What the task asks:
Retype the data that follows exactly. No pictures belong in the copy.
START Records for the exercise
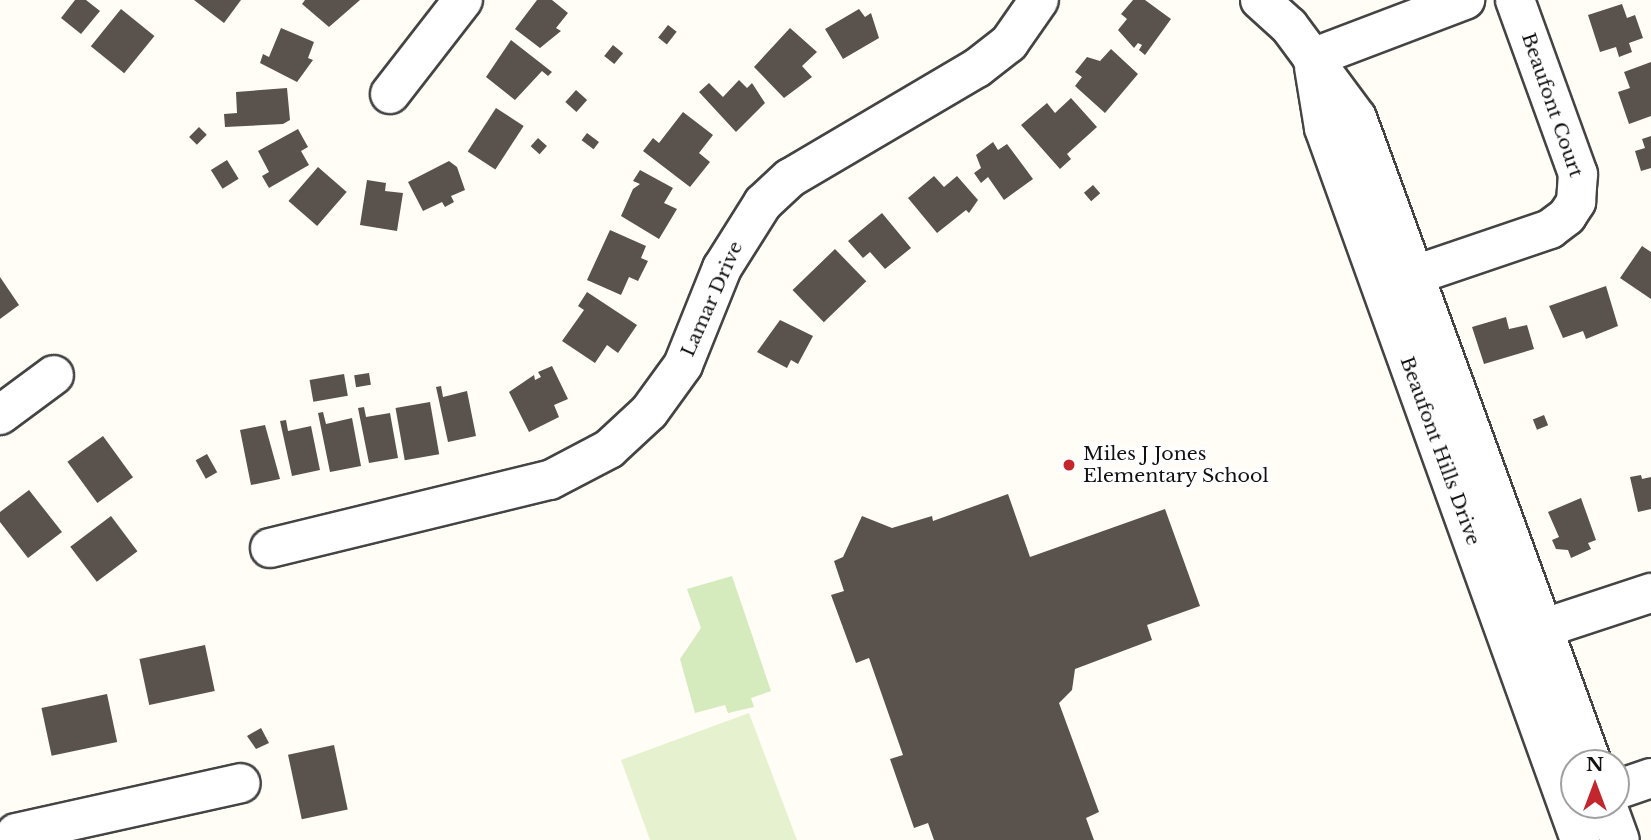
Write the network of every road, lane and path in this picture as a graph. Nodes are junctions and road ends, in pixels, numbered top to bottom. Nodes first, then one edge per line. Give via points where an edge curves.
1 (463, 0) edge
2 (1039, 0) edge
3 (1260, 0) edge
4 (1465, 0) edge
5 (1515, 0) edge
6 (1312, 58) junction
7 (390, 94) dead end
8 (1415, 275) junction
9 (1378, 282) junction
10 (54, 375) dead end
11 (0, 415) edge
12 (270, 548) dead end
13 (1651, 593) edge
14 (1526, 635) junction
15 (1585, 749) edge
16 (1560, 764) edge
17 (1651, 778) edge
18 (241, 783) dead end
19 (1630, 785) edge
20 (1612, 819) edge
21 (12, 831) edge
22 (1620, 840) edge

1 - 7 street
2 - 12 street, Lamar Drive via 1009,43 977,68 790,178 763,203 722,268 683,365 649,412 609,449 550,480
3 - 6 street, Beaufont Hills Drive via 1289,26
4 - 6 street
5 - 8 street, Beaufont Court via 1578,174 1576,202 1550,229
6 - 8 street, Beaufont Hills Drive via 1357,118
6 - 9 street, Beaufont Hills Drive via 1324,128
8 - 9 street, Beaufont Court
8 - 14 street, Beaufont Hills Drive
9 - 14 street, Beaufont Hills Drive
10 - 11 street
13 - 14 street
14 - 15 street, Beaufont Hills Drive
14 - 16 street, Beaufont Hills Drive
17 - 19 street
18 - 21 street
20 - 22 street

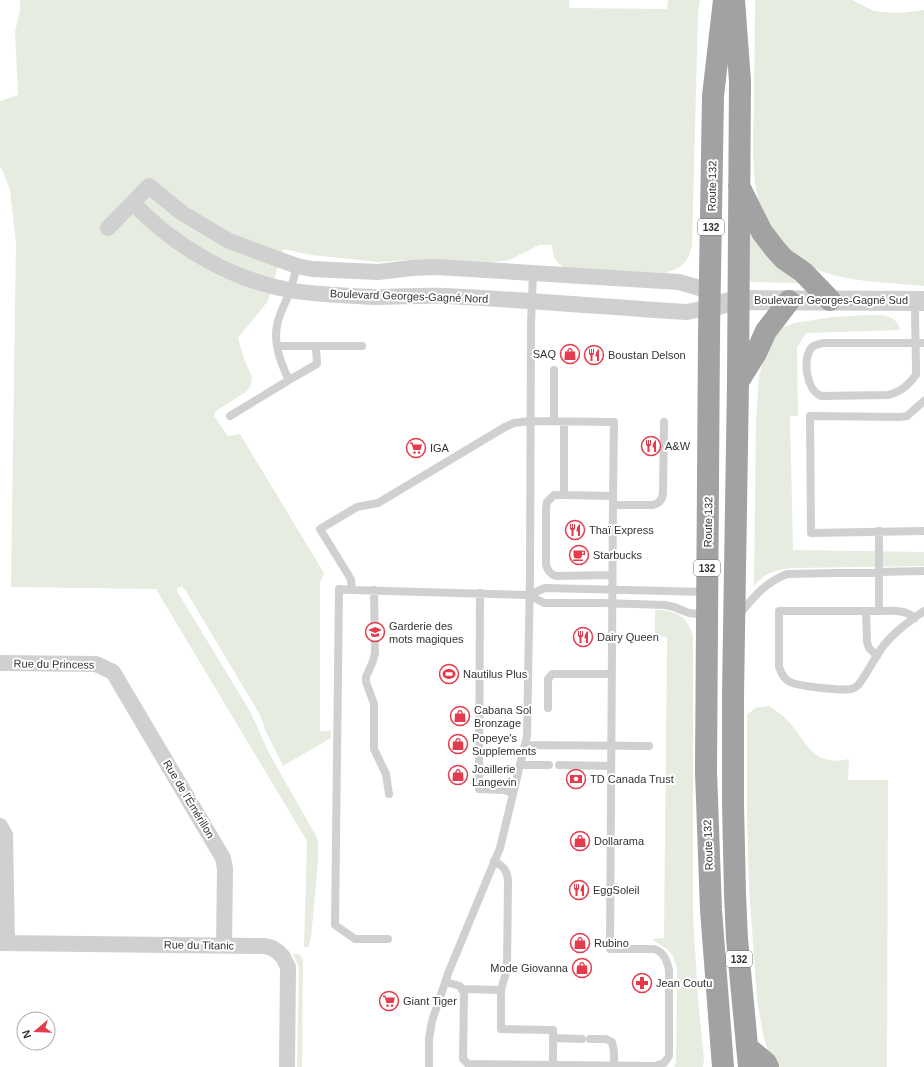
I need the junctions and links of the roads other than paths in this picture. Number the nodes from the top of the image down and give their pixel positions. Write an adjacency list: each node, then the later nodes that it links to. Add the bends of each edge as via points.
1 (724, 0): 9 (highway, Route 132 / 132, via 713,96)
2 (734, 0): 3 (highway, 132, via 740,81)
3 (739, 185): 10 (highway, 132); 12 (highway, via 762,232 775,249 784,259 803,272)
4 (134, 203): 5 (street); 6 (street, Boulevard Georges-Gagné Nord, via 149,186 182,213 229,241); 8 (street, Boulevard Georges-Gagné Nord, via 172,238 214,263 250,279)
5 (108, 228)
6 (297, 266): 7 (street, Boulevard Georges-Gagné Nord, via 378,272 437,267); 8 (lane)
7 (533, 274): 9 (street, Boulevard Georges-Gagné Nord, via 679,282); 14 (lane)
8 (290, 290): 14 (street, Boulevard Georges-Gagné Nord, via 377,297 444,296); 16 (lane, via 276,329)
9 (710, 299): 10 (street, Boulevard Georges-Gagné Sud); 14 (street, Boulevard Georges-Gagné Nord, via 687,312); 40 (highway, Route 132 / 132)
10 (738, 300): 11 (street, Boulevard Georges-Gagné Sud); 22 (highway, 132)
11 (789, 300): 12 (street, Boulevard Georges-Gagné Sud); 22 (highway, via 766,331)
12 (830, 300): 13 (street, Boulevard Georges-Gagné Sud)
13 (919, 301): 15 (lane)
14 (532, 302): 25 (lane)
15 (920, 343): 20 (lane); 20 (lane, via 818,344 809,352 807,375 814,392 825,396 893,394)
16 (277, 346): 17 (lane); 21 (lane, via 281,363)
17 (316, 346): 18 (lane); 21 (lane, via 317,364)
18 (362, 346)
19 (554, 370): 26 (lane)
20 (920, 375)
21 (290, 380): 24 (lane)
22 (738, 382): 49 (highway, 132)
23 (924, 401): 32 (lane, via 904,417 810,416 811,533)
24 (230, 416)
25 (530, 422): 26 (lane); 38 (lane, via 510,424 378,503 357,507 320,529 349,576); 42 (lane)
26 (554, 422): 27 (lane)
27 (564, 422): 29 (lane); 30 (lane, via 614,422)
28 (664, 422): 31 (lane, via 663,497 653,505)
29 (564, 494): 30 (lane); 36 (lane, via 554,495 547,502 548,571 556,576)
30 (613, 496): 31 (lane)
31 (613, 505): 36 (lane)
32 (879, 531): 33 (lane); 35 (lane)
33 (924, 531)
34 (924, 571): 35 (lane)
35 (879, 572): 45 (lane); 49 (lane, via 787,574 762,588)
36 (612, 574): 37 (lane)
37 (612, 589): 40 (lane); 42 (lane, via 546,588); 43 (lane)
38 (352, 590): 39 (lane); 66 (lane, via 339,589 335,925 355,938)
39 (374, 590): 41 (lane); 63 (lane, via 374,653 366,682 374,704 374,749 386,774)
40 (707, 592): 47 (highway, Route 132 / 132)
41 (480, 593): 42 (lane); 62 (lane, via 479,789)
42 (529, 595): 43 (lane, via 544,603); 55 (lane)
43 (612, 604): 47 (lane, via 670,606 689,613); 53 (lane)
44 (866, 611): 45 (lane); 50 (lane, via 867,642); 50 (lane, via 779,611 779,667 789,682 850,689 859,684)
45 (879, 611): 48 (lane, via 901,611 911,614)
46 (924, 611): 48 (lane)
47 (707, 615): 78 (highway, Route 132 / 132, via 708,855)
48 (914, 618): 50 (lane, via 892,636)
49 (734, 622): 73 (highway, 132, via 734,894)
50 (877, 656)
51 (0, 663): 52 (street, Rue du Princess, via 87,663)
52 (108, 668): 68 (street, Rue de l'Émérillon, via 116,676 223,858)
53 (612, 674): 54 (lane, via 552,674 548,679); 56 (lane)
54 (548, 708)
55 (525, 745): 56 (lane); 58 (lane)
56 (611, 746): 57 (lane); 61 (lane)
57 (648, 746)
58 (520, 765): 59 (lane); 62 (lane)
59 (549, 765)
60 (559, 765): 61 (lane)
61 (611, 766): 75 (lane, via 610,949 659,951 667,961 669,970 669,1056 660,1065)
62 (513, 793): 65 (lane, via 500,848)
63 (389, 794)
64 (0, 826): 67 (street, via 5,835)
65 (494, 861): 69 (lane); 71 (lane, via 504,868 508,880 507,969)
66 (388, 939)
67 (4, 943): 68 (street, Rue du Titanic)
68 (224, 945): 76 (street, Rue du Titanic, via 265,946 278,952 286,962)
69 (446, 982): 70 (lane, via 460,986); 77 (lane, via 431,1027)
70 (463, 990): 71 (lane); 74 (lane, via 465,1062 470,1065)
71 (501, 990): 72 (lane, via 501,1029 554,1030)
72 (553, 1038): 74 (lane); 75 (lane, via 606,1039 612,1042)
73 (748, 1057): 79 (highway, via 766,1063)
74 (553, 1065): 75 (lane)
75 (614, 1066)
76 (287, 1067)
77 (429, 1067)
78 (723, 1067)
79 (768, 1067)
END Records for the exercise
Your solution:
Write the network of every road, lane and path in this picture as a graph. Nodes are junctions and road ends, in pixels, numbered top to bottom. Nodes first, then one edge per line. Give via points where an edge curves.
1 (463, 0) edge
2 (1039, 0) edge
3 (1260, 0) edge
4 (1465, 0) edge
5 (1515, 0) edge
6 (1312, 58) junction
7 (390, 94) dead end
8 (1415, 275) junction
9 (1378, 282) junction
10 (54, 375) dead end
11 (0, 415) edge
12 (270, 548) dead end
13 (1651, 593) edge
14 (1526, 635) junction
15 (1585, 749) edge
16 (1560, 764) edge
17 (1651, 778) edge
18 (241, 783) dead end
19 (1630, 785) edge
20 (1612, 819) edge
21 (12, 831) edge
22 (1620, 840) edge

1 - 7 street
2 - 12 street, Lamar Drive via 1009,43 977,68 790,178 763,203 722,268 683,365 649,412 609,449 550,480
3 - 6 street, Beaufont Hills Drive via 1289,26
4 - 6 street
5 - 8 street, Beaufont Court via 1578,174 1576,202 1550,229
6 - 8 street, Beaufont Hills Drive via 1357,118
6 - 9 street, Beaufont Hills Drive via 1324,128
8 - 9 street, Beaufont Court
8 - 14 street, Beaufont Hills Drive
9 - 14 street, Beaufont Hills Drive
10 - 11 street
13 - 14 street
14 - 15 street, Beaufont Hills Drive
14 - 16 street, Beaufont Hills Drive
17 - 19 street
18 - 21 street
20 - 22 street

I need the junctions and links of the roads other than paths in this picture. Number the nodes from the top of the image down and give their pixel positions. Write an adjacency list: each node, then the later nodes that it links to. Add the bends of each edge as via points.
1 (724, 0): 9 (highway, Route 132 / 132, via 713,96)
2 (734, 0): 3 (highway, 132, via 740,81)
3 (739, 185): 10 (highway, 132); 12 (highway, via 762,232 775,249 784,259 803,272)
4 (134, 203): 5 (street); 6 (street, Boulevard Georges-Gagné Nord, via 149,186 182,213 229,241); 8 (street, Boulevard Georges-Gagné Nord, via 172,238 214,263 250,279)
5 (108, 228)
6 (297, 266): 7 (street, Boulevard Georges-Gagné Nord, via 378,272 437,267); 8 (lane)
7 (533, 274): 9 (street, Boulevard Georges-Gagné Nord, via 679,282); 14 (lane)
8 (290, 290): 14 (street, Boulevard Georges-Gagné Nord, via 377,297 444,296); 16 (lane, via 276,329)
9 (710, 299): 10 (street, Boulevard Georges-Gagné Sud); 14 (street, Boulevard Georges-Gagné Nord, via 687,312); 40 (highway, Route 132 / 132)
10 (738, 300): 11 (street, Boulevard Georges-Gagné Sud); 22 (highway, 132)
11 (789, 300): 12 (street, Boulevard Georges-Gagné Sud); 22 (highway, via 766,331)
12 (830, 300): 13 (street, Boulevard Georges-Gagné Sud)
13 (919, 301): 15 (lane)
14 (532, 302): 25 (lane)
15 (920, 343): 20 (lane); 20 (lane, via 818,344 809,352 807,375 814,392 825,396 893,394)
16 (277, 346): 17 (lane); 21 (lane, via 281,363)
17 (316, 346): 18 (lane); 21 (lane, via 317,364)
18 (362, 346)
19 (554, 370): 26 (lane)
20 (920, 375)
21 (290, 380): 24 (lane)
22 (738, 382): 49 (highway, 132)
23 (924, 401): 32 (lane, via 904,417 810,416 811,533)
24 (230, 416)
25 (530, 422): 26 (lane); 38 (lane, via 510,424 378,503 357,507 320,529 349,576); 42 (lane)
26 (554, 422): 27 (lane)
27 (564, 422): 29 (lane); 30 (lane, via 614,422)
28 (664, 422): 31 (lane, via 663,497 653,505)
29 (564, 494): 30 (lane); 36 (lane, via 554,495 547,502 548,571 556,576)
30 (613, 496): 31 (lane)
31 (613, 505): 36 (lane)
32 (879, 531): 33 (lane); 35 (lane)
33 (924, 531)
34 (924, 571): 35 (lane)
35 (879, 572): 45 (lane); 49 (lane, via 787,574 762,588)
36 (612, 574): 37 (lane)
37 (612, 589): 40 (lane); 42 (lane, via 546,588); 43 (lane)
38 (352, 590): 39 (lane); 66 (lane, via 339,589 335,925 355,938)
39 (374, 590): 41 (lane); 63 (lane, via 374,653 366,682 374,704 374,749 386,774)
40 (707, 592): 47 (highway, Route 132 / 132)
41 (480, 593): 42 (lane); 62 (lane, via 479,789)
42 (529, 595): 43 (lane, via 544,603); 55 (lane)
43 (612, 604): 47 (lane, via 670,606 689,613); 53 (lane)
44 (866, 611): 45 (lane); 50 (lane, via 867,642); 50 (lane, via 779,611 779,667 789,682 850,689 859,684)
45 (879, 611): 48 (lane, via 901,611 911,614)
46 (924, 611): 48 (lane)
47 (707, 615): 78 (highway, Route 132 / 132, via 708,855)
48 (914, 618): 50 (lane, via 892,636)
49 (734, 622): 73 (highway, 132, via 734,894)
50 (877, 656)
51 (0, 663): 52 (street, Rue du Princess, via 87,663)
52 (108, 668): 68 (street, Rue de l'Émérillon, via 116,676 223,858)
53 (612, 674): 54 (lane, via 552,674 548,679); 56 (lane)
54 (548, 708)
55 (525, 745): 56 (lane); 58 (lane)
56 (611, 746): 57 (lane); 61 (lane)
57 (648, 746)
58 (520, 765): 59 (lane); 62 (lane)
59 (549, 765)
60 (559, 765): 61 (lane)
61 (611, 766): 75 (lane, via 610,949 659,951 667,961 669,970 669,1056 660,1065)
62 (513, 793): 65 (lane, via 500,848)
63 (389, 794)
64 (0, 826): 67 (street, via 5,835)
65 (494, 861): 69 (lane); 71 (lane, via 504,868 508,880 507,969)
66 (388, 939)
67 (4, 943): 68 (street, Rue du Titanic)
68 (224, 945): 76 (street, Rue du Titanic, via 265,946 278,952 286,962)
69 (446, 982): 70 (lane, via 460,986); 77 (lane, via 431,1027)
70 (463, 990): 71 (lane); 74 (lane, via 465,1062 470,1065)
71 (501, 990): 72 (lane, via 501,1029 554,1030)
72 (553, 1038): 74 (lane); 75 (lane, via 606,1039 612,1042)
73 (748, 1057): 79 (highway, via 766,1063)
74 (553, 1065): 75 (lane)
75 (614, 1066)
76 (287, 1067)
77 (429, 1067)
78 (723, 1067)
79 (768, 1067)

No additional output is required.